Records contained in a dataset:
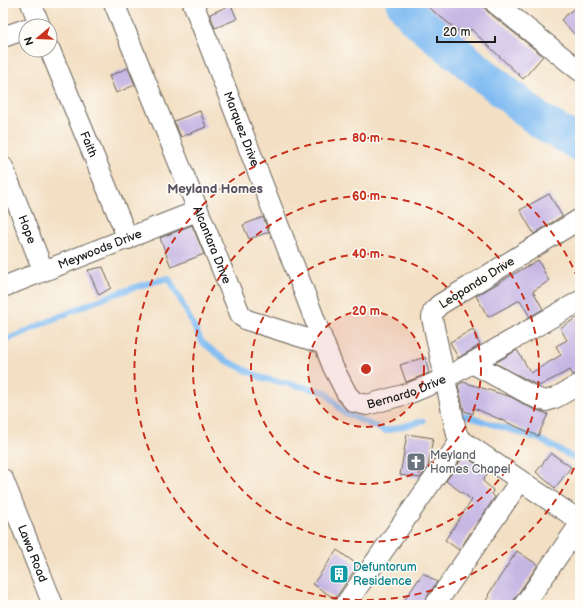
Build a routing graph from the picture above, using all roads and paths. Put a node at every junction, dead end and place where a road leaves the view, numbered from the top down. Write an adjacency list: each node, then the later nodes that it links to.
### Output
1 (31, 3): 5 (street)
2 (114, 3): 11 (street, Alcantara Drive)
3 (193, 3): 17 (street, Marquez Drive)
4 (507, 7): 9 (street)
5 (34, 18)
6 (18, 32): 7 (street)
7 (3, 37)
8 (53, 58): 13 (street, Faith)
9 (580, 71)
10 (3, 167): 14 (street, Hope)
11 (197, 211): 13 (street, Meywoods Drive); 17 (street, Alcantara Drive)
12 (580, 219): 19 (street, Leopando Drive)
13 (128, 239): 14 (street, Meywoods Drive)
14 (43, 270): 15 (street, Meywoods Drive)
15 (3, 287)
16 (580, 301): 18 (street, Bernardo Drive)
17 (324, 344): 19 (street, Bernardo Drive)
18 (472, 363): 19 (street, Bernardo Drive); 20 (street)
19 (444, 379): 21 (street, Leopando Drive)
20 (580, 384)
21 (461, 440): 23 (street); 26 (street)
22 (3, 479): 25 (street, Lawa Road)
23 (520, 481): 24 (street); 27 (street)
24 (580, 522): 28 (street)
25 (53, 605)
26 (345, 605)
27 (435, 605)
28 (524, 605)

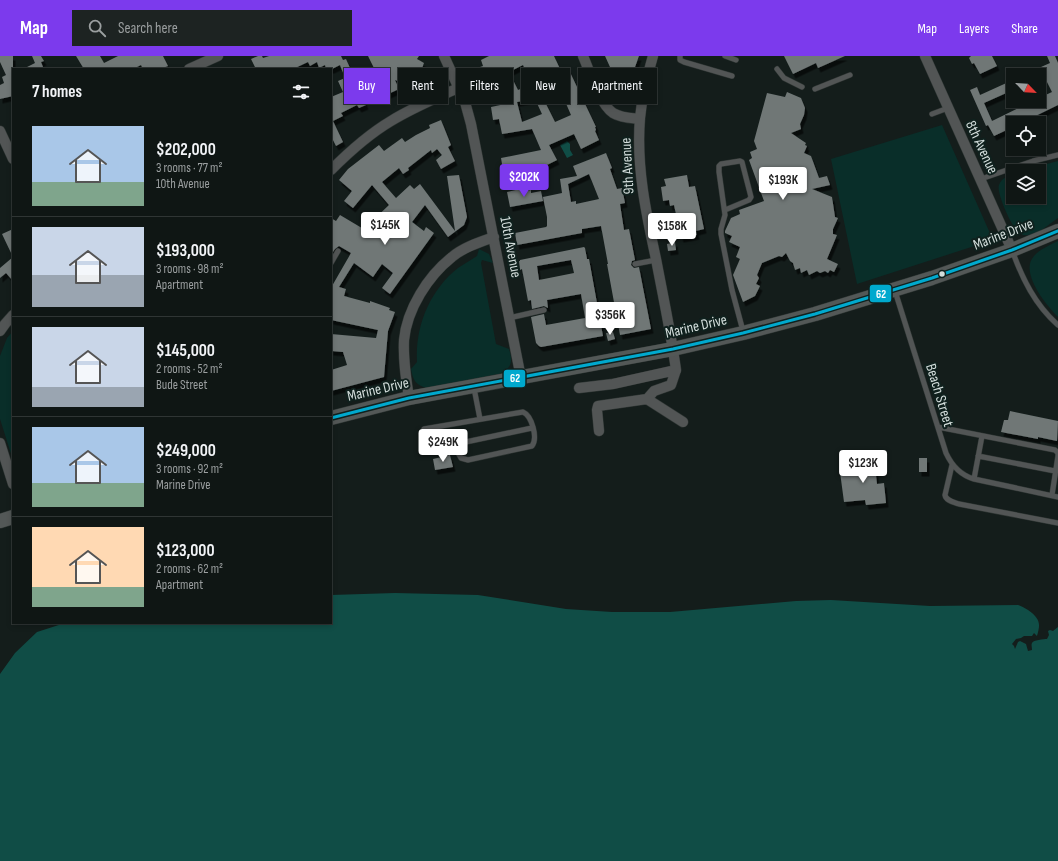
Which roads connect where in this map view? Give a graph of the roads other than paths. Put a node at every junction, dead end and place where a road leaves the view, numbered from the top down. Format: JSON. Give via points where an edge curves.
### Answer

▸ **TASK STATEMENT**
Go through the records and gather the lines that hold "view".

▸ **SOLUTION BELOW**
Build a routing graph from the picture above, using all roads and paths. Put a node at every junction, dead end and place where a road leaves the view, numbered from the top down. Write an adjacency list: each node, then the later nodes that it links to.
Which roads connect where in this map view? Give a graph of the roads other than paths. Put a node at every junction, dead end and place where a road leaves the view, numbered from the top down. Format: JSON. Give via points where an edge curves.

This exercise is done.